POLITIQUE. Partant du constat que "la ville n'est pas neutre", Paris souhaite corriger les inégalités de genre dans l'espace public, comme d'autres villes en France, une approche qui rencontre certaines résistances.

Dans le parc de la Villette, dans le 19e arrondissement de la capitale, plusieurs hommes, certains torse nu, effectuent avec adresse des pompes, tractions et autres acrobaties sur les installations de musculation en plein air. Sur un groupe d'une dizaine de personnes, "il y a deux femmes en tout", constate Corinne Luxembourg, enseignante-chercheuse à l'école d'architecture de Paris La Villette, devant cet aménagement "caractéristique" des inégalités hommes-femmes dans l'espace public.

 

"On n'a pas pensé que les femmes allaient être rejetées de cet espace-là", dénonce Mme Luxembourg. "Si 90% de garçons utilisent un équipement sportif, c'est qu'il n'a pas été bien réfléchi", estime la chercheuse, spécialiste des questions de genre dans la ville.

 

Un mouvement entamé il y a 20 ans

 

Diagnostiqué dès les années 2000 à Vienne, Berlin ou Barcelone, le déséquilibre entre hommes et femmes dans l'espace public suscite depuis quelques années l'intérêt d'une poignée de métropoles françaises, soucieuses d'adopter une approche plus égalitaire dans la manière de construire la ville.
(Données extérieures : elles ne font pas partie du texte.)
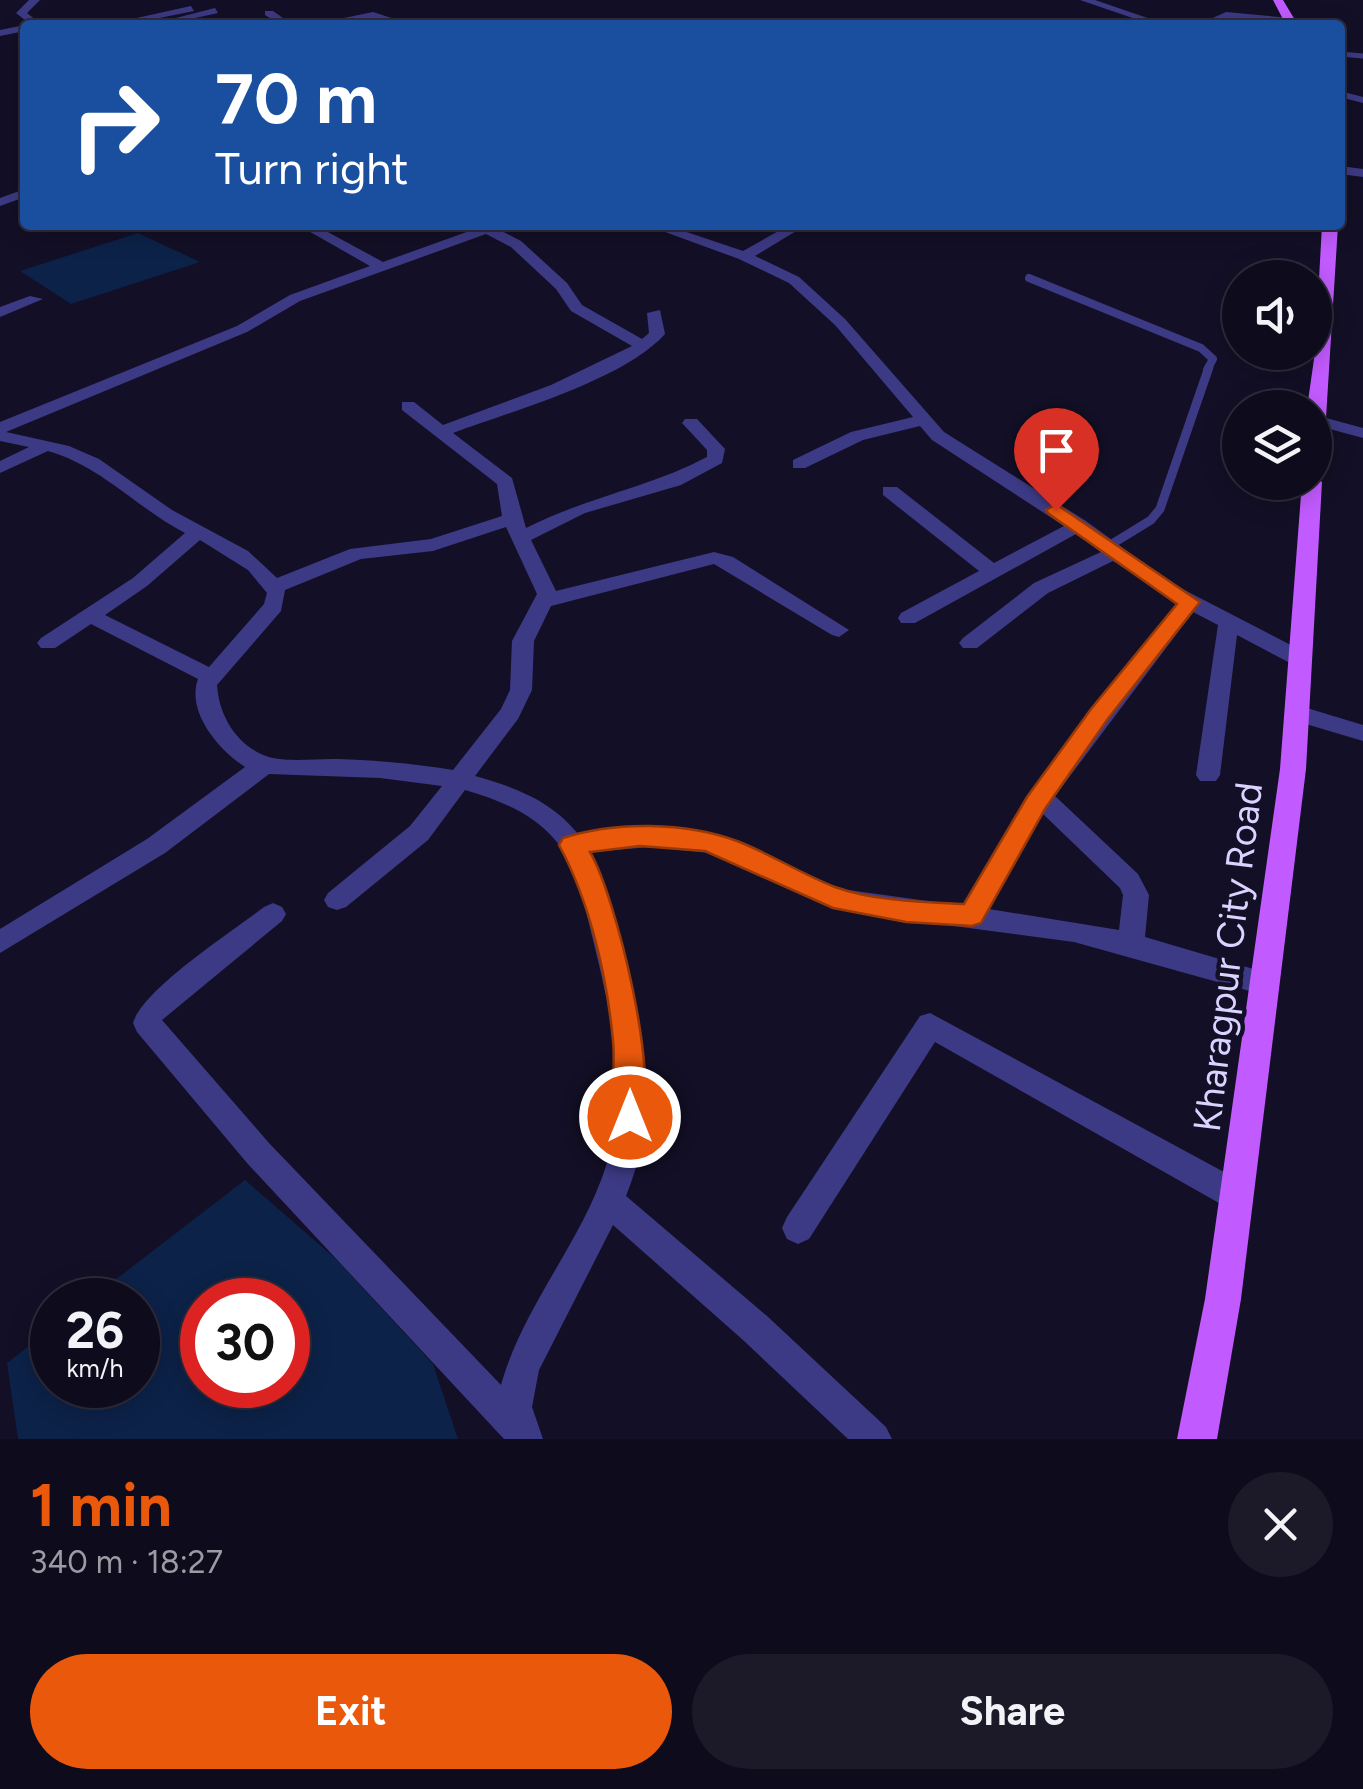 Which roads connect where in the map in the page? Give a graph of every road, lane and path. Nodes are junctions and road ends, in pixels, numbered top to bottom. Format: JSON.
{"nodes":[{"id":1,"x":35,"y":0,"type":"edge"},
{"id":2,"x":1085,"y":0,"type":"edge"},
{"id":3,"x":191,"y":9,"type":"dead end"},
{"id":4,"x":216,"y":12,"type":"dead end"},
{"id":5,"x":269,"y":14,"type":"dead end"},
{"id":6,"x":30,"y":20,"type":"edge"},
{"id":7,"x":135,"y":20,"type":"edge"},
{"id":8,"x":175,"y":20,"type":"edge"},
{"id":9,"x":279,"y":20,"type":"edge"},
{"id":10,"x":354,"y":20,"type":"edge"},
{"id":11,"x":393,"y":20,"type":"edge"},
{"id":12,"x":1147,"y":20,"type":"edge"},
{"id":13,"x":1214,"y":20,"type":"edge"},
{"id":14,"x":1267,"y":20,"type":"edge"},
{"id":15,"x":314,"y":230,"type":"edge"},
{"id":16,"x":476,"y":230,"type":"edge"},
{"id":17,"x":489,"y":230,"type":"edge"},
{"id":18,"x":667,"y":230,"type":"edge"},
{"id":19,"x":791,"y":230,"type":"edge"},
{"id":20,"x":1330,"y":230,"type":"edge"},
{"id":21,"x":744,"y":256,"type":"junction"},
{"id":22,"x":384,"y":268,"type":"junction"},
{"id":23,"x":1029,"y":278,"type":"dead end"},
{"id":24,"x":35,"y":299,"type":"dead end"},
{"id":25,"x":0,"y":312,"type":"edge"},
{"id":26,"x":655,"y":313,"type":"dead end"},
{"id":27,"x":644,"y":346,"type":"junction"},
{"id":28,"x":1318,"y":390,"type":"edge"},
{"id":29,"x":408,"y":406,"type":"dead end"},
{"id":30,"x":1332,"y":415,"type":"edge"},
{"id":31,"x":1363,"y":418,"type":"edge"},
{"id":32,"x":922,"y":420,"type":"junction"},
{"id":33,"x":1332,"y":420,"type":"edge"},
{"id":34,"x":691,"y":423,"type":"dead end"},
{"id":35,"x":0,"y":428,"type":"edge"},
{"id":36,"x":442,"y":431,"type":"junction"},
{"id":37,"x":1363,"y":434,"type":"edge"},
{"id":38,"x":0,"y":436,"type":"edge"},
{"id":39,"x":45,"y":446,"type":"junction"},
{"id":40,"x":799,"y":464,"type":"dead end"},
{"id":41,"x":0,"y":468,"type":"edge"},
{"id":42,"x":890,"y":492,"type":"dead end"},
{"id":43,"x":1311,"y":500,"type":"edge"},
{"id":44,"x":1079,"y":525,"type":"junction"},
{"id":45,"x":516,"y":528,"type":"junction"},
{"id":46,"x":198,"y":532,"type":"junction"},
{"id":47,"x":1111,"y":550,"type":"junction"},
{"id":48,"x":991,"y":571,"type":"junction"},
{"id":49,"x":274,"y":588,"type":"junction"},
{"id":50,"x":544,"y":601,"type":"junction"},
{"id":51,"x":1190,"y":602,"type":"junction"},
{"id":52,"x":91,"y":616,"type":"junction"},
{"id":53,"x":908,"y":618,"type":"dead end"},
{"id":54,"x":1228,"y":624,"type":"junction"},
{"id":55,"x":840,"y":630,"type":"dead end"},
{"id":56,"x":48,"y":643,"type":"dead end"},
{"id":57,"x":970,"y":643,"type":"dead end"},
{"id":58,"x":1300,"y":659,"type":"junction"},
{"id":59,"x":211,"y":677,"type":"junction"},
{"id":60,"x":1297,"y":713,"type":"junction"},
{"id":61,"x":1363,"y":733,"type":"edge"},
{"id":62,"x":264,"y":765,"type":"junction"},
{"id":63,"x":1208,"y":775,"type":"dead end"},
{"id":64,"x":462,"y":781,"type":"junction"},
{"id":65,"x":1040,"y":798,"type":"junction"},
{"id":66,"x":572,"y":845,"type":"junction"},
{"id":67,"x":337,"y":900,"type":"dead end"},
{"id":68,"x":273,"y":914,"type":"dead end"},
{"id":69,"x":972,"y":916,"type":"junction"},
{"id":70,"x":0,"y":942,"type":"edge"},
{"id":71,"x":1131,"y":946,"type":"junction"},
{"id":72,"x":1264,"y":983,"type":"junction"},
{"id":73,"x":1237,"y":1196,"type":"junction"},
{"id":74,"x":607,"y":1200,"type":"junction"},
{"id":75,"x":798,"y":1228,"type":"dead end"},
{"id":76,"x":524,"y":1436,"type":"edge"},
{"id":77,"x":874,"y":1439,"type":"edge"},
{"id":78,"x":1197,"y":1439,"type":"edge"}],
"edges":[{"from":1,"to":6,"type":"street"},
{"from":2,"to":12,"type":"street"},
{"from":3,"to":7,"type":"street"},
{"from":4,"to":8,"type":"street"},
{"from":5,"to":9,"type":"street"},
{"from":10,"to":11,"type":"street"},
{"from":13,"to":14,"type":"street"},
{"from":15,"to":22,"type":"street"},
{"from":16,"to":22,"type":"street"},
{"from":17,"to":27,"type":"street"},
{"from":18,"to":21,"type":"street"},
{"from":19,"to":21,"type":"street"},
{"from":20,"to":28,"type":"main road"},
{"from":21,"to":32,"type":"street"},
{"from":22,"to":35,"type":"street"},
{"from":23,"to":47,"type":"lane"},
{"from":24,"to":25,"type":"street"},
{"from":26,"to":27,"type":"street"},
{"from":27,"to":36,"type":"street"},
{"from":29,"to":36,"type":"street"},
{"from":30,"to":31,"type":"street"},
{"from":32,"to":40,"type":"street"},
{"from":32,"to":44,"type":"street"},
{"from":33,"to":37,"type":"street"},
{"from":34,"to":45,"type":"street"},
{"from":36,"to":45,"type":"street"},
{"from":38,"to":39,"type":"street"},
{"from":39,"to":41,"type":"street"},
{"from":39,"to":46,"type":"street"},
{"from":42,"to":48,"type":"street"},
{"from":43,"to":58,"type":"main road","name":"Kharagpur City Road"},
{"from":44,"to":47,"type":"street"},
{"from":44,"to":48,"type":"street"},
{"from":45,"to":49,"type":"street"},
{"from":45,"to":50,"type":"street"},
{"from":46,"to":49,"type":"street"},
{"from":46,"to":52,"type":"street"},
{"from":47,"to":51,"type":"street"},
{"from":47,"to":57,"type":"street"},
{"from":48,"to":53,"type":"street"},
{"from":49,"to":59,"type":"street"},
{"from":50,"to":55,"type":"street"},
{"from":50,"to":64,"type":"street"},
{"from":51,"to":54,"type":"street"},
{"from":51,"to":65,"type":"street"},
{"from":52,"to":56,"type":"street"},
{"from":52,"to":59,"type":"street"},
{"from":54,"to":58,"type":"street"},
{"from":54,"to":63,"type":"street"},
{"from":58,"to":60,"type":"main road","name":"Kharagpur City Road"},
{"from":59,"to":62,"type":"street"},
{"from":60,"to":61,"type":"street"},
{"from":60,"to":72,"type":"main road","name":"Kharagpur City Road"},
{"from":62,"to":64,"type":"street"},
{"from":62,"to":70,"type":"street"},
{"from":64,"to":66,"type":"street"},
{"from":64,"to":67,"type":"street"},
{"from":65,"to":69,"type":"street"},
{"from":65,"to":71,"type":"street"},
{"from":66,"to":69,"type":"street"},
{"from":66,"to":74,"type":"street"},
{"from":68,"to":76,"type":"street"},
{"from":69,"to":71,"type":"street"},
{"from":71,"to":72,"type":"street"},
{"from":72,"to":73,"type":"main road","name":"Kharagpur City Road"},
{"from":73,"to":75,"type":"street"},
{"from":73,"to":78,"type":"main road","name":"Kharagpur City Road"},
{"from":74,"to":76,"type":"street"},
{"from":74,"to":77,"type":"street"}]}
Pour favoriser la mixité, Paris, Bordeaux ou Montreuil, plus récemment Rennes et Lyon, ont émis le souhait d'adopter des budgets "sensibles au genre".

 

Objectif : évaluer la répartition des dépenses publiques pour éviter que le budget ne bénéficie qu'aux hommes. "On travaille dessus" souligne Hélène Bidard, adjointe à la maire de Paris en charge de l'égalité femmes-hommes, dont le budget atteint 10 millions d'euros en 2020, souhaitant "ne plus investir dans des activités uniquement masculines".

 

 

Sept places démonstratrices

 

A Paris, où la mairie s'est emparée du sujet en 2016, cette prise de conscience s'est concrétisée par l'adoption d'une "réflexion sur le genre" dès l'appel d'offre de la rénovation de sept grandes places. Dans le nord-est de la capitale, sur la place des Fêtes (19e), encerclée de tours et soumise au "regard social" des habitants, l'éclairage a été renforcé, accompagné d'un travail sur les couleurs et le mobilier urbain.

 

"La grande question, c'est de voir et être vu", explique Lauranne Callet de l'association Womenability, responsable d'un diagnostic après rénovation sur les usages des hommes et des femmes. Au centre de la place, la nouvelle maison associative est désormais investie par des enfants et des mères de famille. Les nouveaux bancs en bois, aux formes incurvées, favorisent "la sociabilisation", note Mme Callet.

 

Pas qu'une question de mobilier

 

De l'autre côté de la Seine, les travaux sur la Place du Panthéon (5e) ont abouti à la création de grandes plateformes en bois où, pied de nez aux "grands hommes" panthéonisés, près de 200 noms de femmes ont été pyrogravés. "En été, on y a vu des femmes se faire bronzer toutes seules en plein Paris", se félicite Chris Blache, co-fondatrice de la plateforme de recherche Genre et ville, mandatée par la Ville de Paris pour aider à la rénovation de la place.

 

Mais "ce n'est pas qu'une question de mobilier", assure-t-elle, préférant parler "d'organisation" autour d'éléments urbains : points d'eau, toilettes ou éclairage permettant d'instaurer "un sentiment de sécurité" pour les femmes.

 

"Genresceptiques"

 

Mais cette politique est loin de faire l'unanimité, à l'image de la réaction hostile suscitée par un tweet de l'adjointe Hélène Bidard lors d'une balade dans le parc Suzanne Lenglen dans le XVe arrondissement. "Ça a pris des proportions assez démesurées, dans un contexte sur les questions de genre" suscitant "plein d'incompréhensions", se rappelle Corinne Luxembourg. "On fait un travail sérieux", se défend Hélène Bidard, dénonçant à l'image des climatosceptiques, les propos de quelques "genresceptiques".